MLD remains an integral part of the treatment of established limb edema after cancer treatment, but the results of the current study suggest that it does not offer a preventive benefit for women having undergone axillary node dissection as part of the treatment for breast cancer. This is more than unfortunate, as arm lymphedema is recognized as a presently incurable problem that negatively impacts quality of life in many ways. In addition, those who have escaped arm edema for the year following axillary dissection are still at risk for developing the disorder (more than 20% of cases develop > 1 year following surgery).

MLD is purported to enhance resorption and transport of lymph through existing collaterals. Studies suggest it to be an effective treatment strategy, though researchers often fail to make mention of additional health benefits the technique may offer simply through the application of compassionate and healing touch.

The authors are to be commended for exploring preventive measures against the development of lymphedema secondary to treatment of breast cancer.
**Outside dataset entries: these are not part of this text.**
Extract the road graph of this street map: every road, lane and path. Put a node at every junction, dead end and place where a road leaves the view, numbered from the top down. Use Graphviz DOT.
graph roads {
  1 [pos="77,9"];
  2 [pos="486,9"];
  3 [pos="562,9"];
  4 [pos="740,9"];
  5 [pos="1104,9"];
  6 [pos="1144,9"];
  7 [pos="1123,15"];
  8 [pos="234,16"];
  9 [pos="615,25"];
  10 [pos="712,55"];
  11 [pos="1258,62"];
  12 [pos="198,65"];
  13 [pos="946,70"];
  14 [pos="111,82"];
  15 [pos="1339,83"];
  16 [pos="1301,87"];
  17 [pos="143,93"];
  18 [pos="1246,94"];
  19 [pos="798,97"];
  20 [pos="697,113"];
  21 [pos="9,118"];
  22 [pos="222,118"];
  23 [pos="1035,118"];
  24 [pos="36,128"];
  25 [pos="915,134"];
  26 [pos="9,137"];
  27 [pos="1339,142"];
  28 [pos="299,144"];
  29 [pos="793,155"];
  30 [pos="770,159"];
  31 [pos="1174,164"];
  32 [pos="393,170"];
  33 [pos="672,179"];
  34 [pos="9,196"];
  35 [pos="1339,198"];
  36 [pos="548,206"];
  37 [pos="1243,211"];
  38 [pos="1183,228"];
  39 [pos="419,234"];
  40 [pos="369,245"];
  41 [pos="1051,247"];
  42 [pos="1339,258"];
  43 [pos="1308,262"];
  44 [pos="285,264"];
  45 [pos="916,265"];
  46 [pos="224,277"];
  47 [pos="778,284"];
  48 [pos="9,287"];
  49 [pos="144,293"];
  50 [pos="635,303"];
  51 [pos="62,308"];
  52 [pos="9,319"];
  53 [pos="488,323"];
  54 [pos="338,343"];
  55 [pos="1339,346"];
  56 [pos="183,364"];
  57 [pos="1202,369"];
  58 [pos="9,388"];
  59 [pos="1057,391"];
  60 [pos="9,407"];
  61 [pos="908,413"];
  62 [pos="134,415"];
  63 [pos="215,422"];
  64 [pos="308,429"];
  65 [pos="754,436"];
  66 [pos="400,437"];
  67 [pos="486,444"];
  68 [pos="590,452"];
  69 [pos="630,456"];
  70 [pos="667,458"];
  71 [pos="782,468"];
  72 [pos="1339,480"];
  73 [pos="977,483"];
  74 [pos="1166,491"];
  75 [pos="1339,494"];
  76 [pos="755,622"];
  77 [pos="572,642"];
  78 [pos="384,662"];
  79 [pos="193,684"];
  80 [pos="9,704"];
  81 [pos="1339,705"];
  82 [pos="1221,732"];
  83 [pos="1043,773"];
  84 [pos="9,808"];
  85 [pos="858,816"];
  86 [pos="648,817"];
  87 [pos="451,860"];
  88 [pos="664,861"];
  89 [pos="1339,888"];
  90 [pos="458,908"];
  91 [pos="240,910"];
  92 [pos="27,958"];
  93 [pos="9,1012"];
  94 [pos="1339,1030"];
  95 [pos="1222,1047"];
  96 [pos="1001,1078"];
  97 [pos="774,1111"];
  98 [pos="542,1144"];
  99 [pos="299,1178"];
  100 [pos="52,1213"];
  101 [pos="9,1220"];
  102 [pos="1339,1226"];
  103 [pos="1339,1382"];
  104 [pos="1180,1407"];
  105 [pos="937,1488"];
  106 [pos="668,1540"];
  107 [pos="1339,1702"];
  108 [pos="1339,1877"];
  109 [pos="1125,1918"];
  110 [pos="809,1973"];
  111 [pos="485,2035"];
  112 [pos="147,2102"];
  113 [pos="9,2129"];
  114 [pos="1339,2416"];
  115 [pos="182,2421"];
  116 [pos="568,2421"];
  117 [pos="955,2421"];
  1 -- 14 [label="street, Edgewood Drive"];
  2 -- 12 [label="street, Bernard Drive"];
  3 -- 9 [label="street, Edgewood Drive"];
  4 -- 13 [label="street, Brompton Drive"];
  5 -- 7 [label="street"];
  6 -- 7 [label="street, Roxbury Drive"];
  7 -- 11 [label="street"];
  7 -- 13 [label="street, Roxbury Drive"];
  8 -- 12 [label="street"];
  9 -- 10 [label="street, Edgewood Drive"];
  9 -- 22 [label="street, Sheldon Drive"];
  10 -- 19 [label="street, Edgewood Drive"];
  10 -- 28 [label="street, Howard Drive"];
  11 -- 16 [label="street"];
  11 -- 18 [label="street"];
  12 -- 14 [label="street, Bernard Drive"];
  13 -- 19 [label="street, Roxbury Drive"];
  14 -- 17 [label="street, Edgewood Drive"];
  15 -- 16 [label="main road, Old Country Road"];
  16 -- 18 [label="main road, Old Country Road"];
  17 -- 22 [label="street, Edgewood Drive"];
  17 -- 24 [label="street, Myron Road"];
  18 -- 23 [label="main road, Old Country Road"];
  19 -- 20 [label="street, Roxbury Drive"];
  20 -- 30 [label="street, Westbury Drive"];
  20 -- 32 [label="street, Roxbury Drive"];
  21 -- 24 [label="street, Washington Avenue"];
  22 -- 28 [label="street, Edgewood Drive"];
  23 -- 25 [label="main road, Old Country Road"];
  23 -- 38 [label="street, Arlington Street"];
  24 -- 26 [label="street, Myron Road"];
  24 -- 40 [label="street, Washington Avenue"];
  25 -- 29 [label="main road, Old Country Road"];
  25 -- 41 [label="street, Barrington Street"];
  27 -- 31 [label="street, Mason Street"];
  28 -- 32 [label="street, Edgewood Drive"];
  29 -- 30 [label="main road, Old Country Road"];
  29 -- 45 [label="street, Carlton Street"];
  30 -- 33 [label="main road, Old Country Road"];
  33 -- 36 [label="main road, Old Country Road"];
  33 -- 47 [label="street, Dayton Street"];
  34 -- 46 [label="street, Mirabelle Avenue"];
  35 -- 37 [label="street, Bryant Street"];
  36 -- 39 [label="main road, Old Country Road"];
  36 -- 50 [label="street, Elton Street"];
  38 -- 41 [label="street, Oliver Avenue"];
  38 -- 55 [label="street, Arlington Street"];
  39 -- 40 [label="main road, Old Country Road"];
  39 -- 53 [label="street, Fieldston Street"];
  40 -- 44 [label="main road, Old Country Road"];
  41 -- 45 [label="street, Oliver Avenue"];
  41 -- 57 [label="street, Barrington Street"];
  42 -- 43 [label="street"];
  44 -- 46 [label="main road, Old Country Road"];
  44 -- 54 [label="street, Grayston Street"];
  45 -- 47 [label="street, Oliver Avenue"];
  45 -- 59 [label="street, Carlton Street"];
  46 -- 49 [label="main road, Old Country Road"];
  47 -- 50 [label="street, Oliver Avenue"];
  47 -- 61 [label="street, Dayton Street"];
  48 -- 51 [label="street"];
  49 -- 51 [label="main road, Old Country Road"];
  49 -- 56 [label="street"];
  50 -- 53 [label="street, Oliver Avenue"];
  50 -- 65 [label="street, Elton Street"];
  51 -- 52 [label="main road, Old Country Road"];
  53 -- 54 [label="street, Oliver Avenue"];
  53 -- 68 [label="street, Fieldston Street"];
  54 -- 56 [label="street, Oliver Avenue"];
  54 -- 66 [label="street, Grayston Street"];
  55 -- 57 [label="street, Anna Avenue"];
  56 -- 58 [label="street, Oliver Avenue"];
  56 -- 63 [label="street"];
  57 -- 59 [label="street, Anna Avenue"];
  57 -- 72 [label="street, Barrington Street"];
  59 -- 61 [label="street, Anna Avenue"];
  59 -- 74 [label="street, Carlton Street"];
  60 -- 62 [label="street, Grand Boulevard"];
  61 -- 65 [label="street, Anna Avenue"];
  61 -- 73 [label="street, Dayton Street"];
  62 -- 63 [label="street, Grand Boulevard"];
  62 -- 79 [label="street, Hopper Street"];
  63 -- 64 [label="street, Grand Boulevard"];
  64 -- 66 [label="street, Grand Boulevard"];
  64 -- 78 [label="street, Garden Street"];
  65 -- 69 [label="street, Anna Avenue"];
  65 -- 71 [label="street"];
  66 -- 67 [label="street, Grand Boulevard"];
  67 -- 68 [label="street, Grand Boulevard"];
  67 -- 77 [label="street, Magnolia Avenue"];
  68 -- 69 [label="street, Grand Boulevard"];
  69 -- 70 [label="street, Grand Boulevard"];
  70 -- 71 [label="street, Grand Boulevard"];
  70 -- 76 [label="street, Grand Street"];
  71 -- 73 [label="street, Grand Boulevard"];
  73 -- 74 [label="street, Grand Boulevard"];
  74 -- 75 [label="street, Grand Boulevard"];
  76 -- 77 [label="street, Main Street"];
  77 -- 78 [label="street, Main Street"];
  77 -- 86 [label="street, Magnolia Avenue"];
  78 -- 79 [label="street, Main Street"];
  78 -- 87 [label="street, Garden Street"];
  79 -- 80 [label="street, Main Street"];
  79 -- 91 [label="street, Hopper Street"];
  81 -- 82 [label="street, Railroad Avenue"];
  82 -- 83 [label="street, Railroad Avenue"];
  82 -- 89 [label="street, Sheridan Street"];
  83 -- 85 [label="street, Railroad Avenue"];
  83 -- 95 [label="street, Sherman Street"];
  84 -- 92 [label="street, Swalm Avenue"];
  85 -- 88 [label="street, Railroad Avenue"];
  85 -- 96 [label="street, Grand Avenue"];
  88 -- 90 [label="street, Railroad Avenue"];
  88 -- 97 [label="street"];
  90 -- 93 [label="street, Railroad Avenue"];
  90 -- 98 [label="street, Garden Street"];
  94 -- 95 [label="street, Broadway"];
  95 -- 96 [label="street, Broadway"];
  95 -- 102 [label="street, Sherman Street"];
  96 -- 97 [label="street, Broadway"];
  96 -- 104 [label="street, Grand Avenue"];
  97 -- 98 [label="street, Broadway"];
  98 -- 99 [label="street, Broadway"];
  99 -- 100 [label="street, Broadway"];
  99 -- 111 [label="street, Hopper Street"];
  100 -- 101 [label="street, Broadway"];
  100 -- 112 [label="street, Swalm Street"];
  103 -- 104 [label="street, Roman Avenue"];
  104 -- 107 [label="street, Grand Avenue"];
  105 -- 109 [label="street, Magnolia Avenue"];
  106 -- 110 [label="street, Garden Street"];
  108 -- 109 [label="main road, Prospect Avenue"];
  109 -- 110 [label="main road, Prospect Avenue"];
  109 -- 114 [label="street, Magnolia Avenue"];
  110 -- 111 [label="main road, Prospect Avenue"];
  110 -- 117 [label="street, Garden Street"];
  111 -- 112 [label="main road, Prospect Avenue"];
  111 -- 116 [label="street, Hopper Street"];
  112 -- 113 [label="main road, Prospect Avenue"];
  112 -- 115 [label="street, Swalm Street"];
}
It is true that their conclusion regarding lack of clinical benefit of MLD in this setting are weakened by the fact that two of the therapists providing care were not experts in the field, though they had received specialized training prior to the study; however, the majority of MLD was performed by the two experienced therapists, and most all of the women in the intervention group received more than 30 MLD sessions.

In light of recent data suggesting that even women with abnormal sentinel node biopsy results may not need to undergo axillary node dissection,1 it is likely that fewer women will be at risk for the development of this life-altering disorder (thankfully). This is welcome news, because an effective program of prevention against the development of arm edema has yet to be identified. MLD does not appear to be the answer.


1. Spiguel L, et al. Sentinel node biopsy alone for node-positive breast cancer: 12-year experience at a single institution. J Am Coll Surg 2011;213:122-128.